Not all of their posts drive direct sales. But consistently, 10-15% of their new CSA members say "we follow you on Instagram." That's meaningful ROI for zero ad spend.
The 6-Month Reality Check
Wissel Farms didn't see real traction until month 4 of posting consistently. For three months, their Reels got 100-300 views and minimal engagement.
Around month 4, something shifted. Their posts started getting 1,000+ views. Engagement picked up. And new customers started showing up saying they'd been following their posts.
This matters because most farms quit before they get traction. They post for three weeks, see minimal engagement, and decide "social media doesn't work for farms."
It does work. But it requires at least 3-4 months of consistent posting before you see results.
How This Actually Drives Sales
The mechanics are straightforward:
- Consistent Instagram posts build followers over time
- Followers see you as trustworthy (you're the real farmers, not a brand)
- When they need produce, farmers market info, or CSA signup info, they click
- Some percentage convert to customers
- Those customers often become loyal (they've already seen your work online)
Wissel Farms estimates that 15% of their CSA members came in the last two years traced back to Instagram. For a 100-member CSA at $50/month, that's 15 members = $9,000/year in incremental revenue.
They spent nothing on ads. Just consistent phone-filmed content.
Why This Model Works for Farms
Most businesses can't use this approach. Farms can because:
- You have authentic work to film. Harvesting, packing, growing. That's genuine and interesting.
- Your customers want to know you. People who buy local want a relationship with their farmer. Instagram gives you that.
- Your content costs nothing. You're not paying for actors or production. You're just filming real work.
- Your audience is local. You don't need millions of followers. You need hundreds of engaged people in your area.
What Wissel Farms Learned
A few hard lessons from their experience:
- Don't ask people to tag friends excessively. Wissel Farms stopped doing this after realizing it felt spammy and actually reduced engagement.
- Don't post about things unrelated to the farm. A post about the farm's vacation to Hawaii flopped. Posts about farm work always perform better.
- Don't discount heavily to drive follows. When they offered discounts for followers, they got followers but not customers. The followers weren't the right audience.
- Keep it simple. The urge to get fancy (filters, effects, music) actually hurts engagement. Raw, real work performs best.
Your Next Step
If you want to try the Wissel Farms approach:
- Pick one platform (Instagram is best for farms currently)
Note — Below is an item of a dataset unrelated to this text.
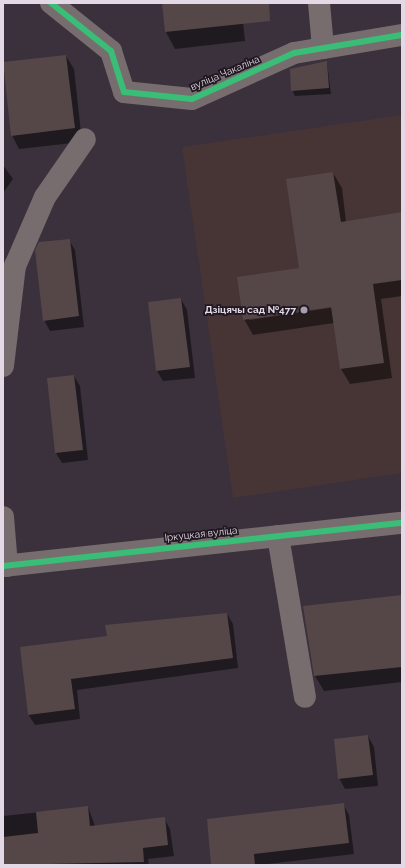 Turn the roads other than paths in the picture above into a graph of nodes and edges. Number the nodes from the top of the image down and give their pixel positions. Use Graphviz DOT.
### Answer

- Choose a consistent posting day and time
- Film 4-5 short videos this week (phone only, no editing needed)
- Post one per week for the next 12 weeks
- Measure engagement and trace any new customers back to Instagram
- Adjust your content based on what drives the most engagement
By week 12, you'll know if social media is working for your farm. Most farms who stick with this approach find it does.